What you have to do: Word for word, give the listing below again.

Dataset excerpts:
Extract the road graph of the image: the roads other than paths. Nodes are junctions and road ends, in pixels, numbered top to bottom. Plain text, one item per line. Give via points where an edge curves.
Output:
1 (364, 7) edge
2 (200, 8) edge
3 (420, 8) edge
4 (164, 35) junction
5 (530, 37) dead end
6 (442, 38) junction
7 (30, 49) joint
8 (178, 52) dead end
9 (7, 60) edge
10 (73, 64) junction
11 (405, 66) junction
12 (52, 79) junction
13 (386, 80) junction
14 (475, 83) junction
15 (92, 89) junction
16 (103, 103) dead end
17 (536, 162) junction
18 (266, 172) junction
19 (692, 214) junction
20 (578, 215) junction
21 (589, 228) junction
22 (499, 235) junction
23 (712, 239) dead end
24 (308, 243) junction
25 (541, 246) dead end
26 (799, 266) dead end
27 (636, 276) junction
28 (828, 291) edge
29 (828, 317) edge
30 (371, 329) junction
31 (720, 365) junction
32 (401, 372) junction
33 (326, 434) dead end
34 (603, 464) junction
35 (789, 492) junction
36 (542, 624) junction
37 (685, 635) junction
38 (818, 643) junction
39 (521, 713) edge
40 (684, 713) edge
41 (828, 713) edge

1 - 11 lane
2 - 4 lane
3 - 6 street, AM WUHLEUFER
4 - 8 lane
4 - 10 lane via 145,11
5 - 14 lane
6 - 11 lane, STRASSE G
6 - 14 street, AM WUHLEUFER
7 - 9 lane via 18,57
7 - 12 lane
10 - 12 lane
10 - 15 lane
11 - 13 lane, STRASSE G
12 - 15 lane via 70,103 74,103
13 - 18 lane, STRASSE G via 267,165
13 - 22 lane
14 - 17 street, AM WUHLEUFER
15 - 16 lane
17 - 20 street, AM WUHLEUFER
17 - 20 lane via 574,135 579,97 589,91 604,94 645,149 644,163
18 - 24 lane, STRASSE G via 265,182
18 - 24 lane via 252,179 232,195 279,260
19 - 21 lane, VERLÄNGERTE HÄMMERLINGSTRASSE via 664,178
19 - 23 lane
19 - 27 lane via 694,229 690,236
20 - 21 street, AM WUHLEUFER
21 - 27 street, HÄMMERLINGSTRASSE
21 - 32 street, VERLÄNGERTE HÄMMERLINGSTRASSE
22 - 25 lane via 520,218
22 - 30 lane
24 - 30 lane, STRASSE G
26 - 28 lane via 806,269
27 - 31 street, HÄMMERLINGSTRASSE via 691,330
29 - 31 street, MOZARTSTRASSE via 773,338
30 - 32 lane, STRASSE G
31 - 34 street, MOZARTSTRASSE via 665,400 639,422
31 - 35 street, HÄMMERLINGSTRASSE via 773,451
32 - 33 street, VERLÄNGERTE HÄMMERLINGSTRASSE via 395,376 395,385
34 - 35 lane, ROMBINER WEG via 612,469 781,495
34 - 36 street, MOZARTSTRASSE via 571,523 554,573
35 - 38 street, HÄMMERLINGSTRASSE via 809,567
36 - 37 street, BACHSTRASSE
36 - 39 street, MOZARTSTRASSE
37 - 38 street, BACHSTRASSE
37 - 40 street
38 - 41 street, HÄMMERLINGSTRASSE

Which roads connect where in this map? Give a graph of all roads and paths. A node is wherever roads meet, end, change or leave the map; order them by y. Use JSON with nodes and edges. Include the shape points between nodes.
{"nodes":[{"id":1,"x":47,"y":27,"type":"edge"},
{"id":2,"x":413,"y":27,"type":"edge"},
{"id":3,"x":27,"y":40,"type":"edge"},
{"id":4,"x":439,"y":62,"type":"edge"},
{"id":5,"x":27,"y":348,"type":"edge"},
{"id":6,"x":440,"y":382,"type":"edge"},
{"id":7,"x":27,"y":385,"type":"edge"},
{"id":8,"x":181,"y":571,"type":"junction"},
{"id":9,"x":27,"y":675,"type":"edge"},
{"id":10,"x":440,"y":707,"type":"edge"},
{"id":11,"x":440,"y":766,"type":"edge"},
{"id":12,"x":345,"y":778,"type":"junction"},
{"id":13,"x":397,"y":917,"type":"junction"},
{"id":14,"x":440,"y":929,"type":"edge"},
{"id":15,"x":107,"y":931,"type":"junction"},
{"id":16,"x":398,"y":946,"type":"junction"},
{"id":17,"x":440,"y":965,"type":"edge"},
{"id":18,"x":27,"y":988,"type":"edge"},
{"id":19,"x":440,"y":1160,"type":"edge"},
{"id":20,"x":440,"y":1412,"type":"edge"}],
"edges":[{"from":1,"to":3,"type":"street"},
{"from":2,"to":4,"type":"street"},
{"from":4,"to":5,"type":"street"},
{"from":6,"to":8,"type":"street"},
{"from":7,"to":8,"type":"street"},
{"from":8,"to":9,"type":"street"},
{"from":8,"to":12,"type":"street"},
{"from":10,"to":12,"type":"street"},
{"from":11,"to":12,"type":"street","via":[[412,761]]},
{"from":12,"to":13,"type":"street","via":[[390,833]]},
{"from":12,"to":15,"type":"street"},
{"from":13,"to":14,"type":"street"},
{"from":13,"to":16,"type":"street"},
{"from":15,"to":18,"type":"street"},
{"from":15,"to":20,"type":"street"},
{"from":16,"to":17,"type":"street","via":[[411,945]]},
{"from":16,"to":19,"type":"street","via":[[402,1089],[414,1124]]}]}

Written response:
Extract the road graph of the image: the roads other than paths. Nodes are junctions and road ends, in pixels, numbered top to bottom. Plain text, one item per line. Give via points where an edge curves.
Output:
1 (364, 7) edge
2 (200, 8) edge
3 (420, 8) edge
4 (164, 35) junction
5 (530, 37) dead end
6 (442, 38) junction
7 (30, 49) joint
8 (178, 52) dead end
9 (7, 60) edge
10 (73, 64) junction
11 (405, 66) junction
12 (52, 79) junction
13 (386, 80) junction
14 (475, 83) junction
15 (92, 89) junction
16 (103, 103) dead end
17 (536, 162) junction
18 (266, 172) junction
19 (692, 214) junction
20 (578, 215) junction
21 (589, 228) junction
22 (499, 235) junction
23 (712, 239) dead end
24 (308, 243) junction
25 (541, 246) dead end
26 (799, 266) dead end
27 (636, 276) junction
28 (828, 291) edge
29 (828, 317) edge
30 (371, 329) junction
31 (720, 365) junction
32 (401, 372) junction
33 (326, 434) dead end
34 (603, 464) junction
35 (789, 492) junction
36 (542, 624) junction
37 (685, 635) junction
38 (818, 643) junction
39 (521, 713) edge
40 (684, 713) edge
41 (828, 713) edge

1 - 11 lane
2 - 4 lane
3 - 6 street, AM WUHLEUFER
4 - 8 lane
4 - 10 lane via 145,11
5 - 14 lane
6 - 11 lane, STRASSE G
6 - 14 street, AM WUHLEUFER
7 - 9 lane via 18,57
7 - 12 lane
10 - 12 lane
10 - 15 lane
11 - 13 lane, STRASSE G
12 - 15 lane via 70,103 74,103
13 - 18 lane, STRASSE G via 267,165
13 - 22 lane
14 - 17 street, AM WUHLEUFER
15 - 16 lane
17 - 20 street, AM WUHLEUFER
17 - 20 lane via 574,135 579,97 589,91 604,94 645,149 644,163
18 - 24 lane, STRASSE G via 265,182
18 - 24 lane via 252,179 232,195 279,260
19 - 21 lane, VERLÄNGERTE HÄMMERLINGSTRASSE via 664,178
19 - 23 lane
19 - 27 lane via 694,229 690,236
20 - 21 street, AM WUHLEUFER
21 - 27 street, HÄMMERLINGSTRASSE
21 - 32 street, VERLÄNGERTE HÄMMERLINGSTRASSE
22 - 25 lane via 520,218
22 - 30 lane
24 - 30 lane, STRASSE G
26 - 28 lane via 806,269
27 - 31 street, HÄMMERLINGSTRASSE via 691,330
29 - 31 street, MOZARTSTRASSE via 773,338
30 - 32 lane, STRASSE G
31 - 34 street, MOZARTSTRASSE via 665,400 639,422
31 - 35 street, HÄMMERLINGSTRASSE via 773,451
32 - 33 street, VERLÄNGERTE HÄMMERLINGSTRASSE via 395,376 395,385
34 - 35 lane, ROMBINER WEG via 612,469 781,495
34 - 36 street, MOZARTSTRASSE via 571,523 554,573
35 - 38 street, HÄMMERLINGSTRASSE via 809,567
36 - 37 street, BACHSTRASSE
36 - 39 street, MOZARTSTRASSE
37 - 38 street, BACHSTRASSE
37 - 40 street
38 - 41 street, HÄMMERLINGSTRASSE

Which roads connect where in this map? Give a graph of all roads and paths. A node is wherever roads meet, end, change or leave the map; order them by y. Use JSON with nodes and edges. Include the shape points between nodes.
{"nodes":[{"id":1,"x":47,"y":27,"type":"edge"},
{"id":2,"x":413,"y":27,"type":"edge"},
{"id":3,"x":27,"y":40,"type":"edge"},
{"id":4,"x":439,"y":62,"type":"edge"},
{"id":5,"x":27,"y":348,"type":"edge"},
{"id":6,"x":440,"y":382,"type":"edge"},
{"id":7,"x":27,"y":385,"type":"edge"},
{"id":8,"x":181,"y":571,"type":"junction"},
{"id":9,"x":27,"y":675,"type":"edge"},
{"id":10,"x":440,"y":707,"type":"edge"},
{"id":11,"x":440,"y":766,"type":"edge"},
{"id":12,"x":345,"y":778,"type":"junction"},
{"id":13,"x":397,"y":917,"type":"junction"},
{"id":14,"x":440,"y":929,"type":"edge"},
{"id":15,"x":107,"y":931,"type":"junction"},
{"id":16,"x":398,"y":946,"type":"junction"},
{"id":17,"x":440,"y":965,"type":"edge"},
{"id":18,"x":27,"y":988,"type":"edge"},
{"id":19,"x":440,"y":1160,"type":"edge"},
{"id":20,"x":440,"y":1412,"type":"edge"}],
"edges":[{"from":1,"to":3,"type":"street"},
{"from":2,"to":4,"type":"street"},
{"from":4,"to":5,"type":"street"},
{"from":6,"to":8,"type":"street"},
{"from":7,"to":8,"type":"street"},
{"from":8,"to":9,"type":"street"},
{"from":8,"to":12,"type":"street"},
{"from":10,"to":12,"type":"street"},
{"from":11,"to":12,"type":"street","via":[[412,761]]},
{"from":12,"to":13,"type":"street","via":[[390,833]]},
{"from":12,"to":15,"type":"street"},
{"from":13,"to":14,"type":"street"},
{"from":13,"to":16,"type":"street"},
{"from":15,"to":18,"type":"street"},
{"from":15,"to":20,"type":"street"},
{"from":16,"to":17,"type":"street","via":[[411,945]]},
{"from":16,"to":19,"type":"street","via":[[402,1089],[414,1124]]}]}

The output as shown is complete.